Records from a data collection:
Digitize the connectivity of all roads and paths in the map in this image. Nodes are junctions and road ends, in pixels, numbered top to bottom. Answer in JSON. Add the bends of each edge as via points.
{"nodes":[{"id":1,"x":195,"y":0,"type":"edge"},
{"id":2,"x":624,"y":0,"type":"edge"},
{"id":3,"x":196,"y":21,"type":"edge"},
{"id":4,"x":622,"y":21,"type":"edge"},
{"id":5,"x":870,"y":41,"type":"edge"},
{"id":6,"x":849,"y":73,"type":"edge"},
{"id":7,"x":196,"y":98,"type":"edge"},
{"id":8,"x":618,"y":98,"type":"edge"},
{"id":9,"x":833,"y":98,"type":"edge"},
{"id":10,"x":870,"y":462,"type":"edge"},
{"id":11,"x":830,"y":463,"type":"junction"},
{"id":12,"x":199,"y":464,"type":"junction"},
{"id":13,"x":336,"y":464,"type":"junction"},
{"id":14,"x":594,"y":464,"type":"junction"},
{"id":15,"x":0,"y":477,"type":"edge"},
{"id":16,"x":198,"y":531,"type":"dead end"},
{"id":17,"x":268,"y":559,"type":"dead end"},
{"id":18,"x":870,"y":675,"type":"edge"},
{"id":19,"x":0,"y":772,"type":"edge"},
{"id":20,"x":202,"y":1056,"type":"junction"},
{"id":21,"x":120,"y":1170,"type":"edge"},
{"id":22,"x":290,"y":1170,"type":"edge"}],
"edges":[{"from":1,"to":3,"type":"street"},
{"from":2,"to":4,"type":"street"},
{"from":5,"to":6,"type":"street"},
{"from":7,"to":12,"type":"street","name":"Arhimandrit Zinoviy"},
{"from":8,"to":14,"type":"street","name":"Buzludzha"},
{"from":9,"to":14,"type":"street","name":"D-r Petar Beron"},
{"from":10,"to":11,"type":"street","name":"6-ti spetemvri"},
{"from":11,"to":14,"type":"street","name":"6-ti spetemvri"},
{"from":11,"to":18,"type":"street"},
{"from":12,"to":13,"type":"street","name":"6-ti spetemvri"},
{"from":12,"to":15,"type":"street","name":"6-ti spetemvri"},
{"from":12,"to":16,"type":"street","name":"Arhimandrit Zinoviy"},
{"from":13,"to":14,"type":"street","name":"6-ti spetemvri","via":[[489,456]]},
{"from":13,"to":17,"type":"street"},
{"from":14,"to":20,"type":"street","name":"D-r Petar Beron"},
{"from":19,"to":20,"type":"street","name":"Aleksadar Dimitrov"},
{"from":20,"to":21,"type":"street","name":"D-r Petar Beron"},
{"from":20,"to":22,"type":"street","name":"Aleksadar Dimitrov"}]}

▶ [EXERCISE REQUIREMENTS] List each line of the entries that holds the string "Arhimandrit".

▶ [EXERCISE RESPONSE]
{"from":7,"to":12,"type":"street","name":"Arhimandrit Zinoviy"},
{"from":12,"to":16,"type":"street","name":"Arhimandrit Zinoviy"},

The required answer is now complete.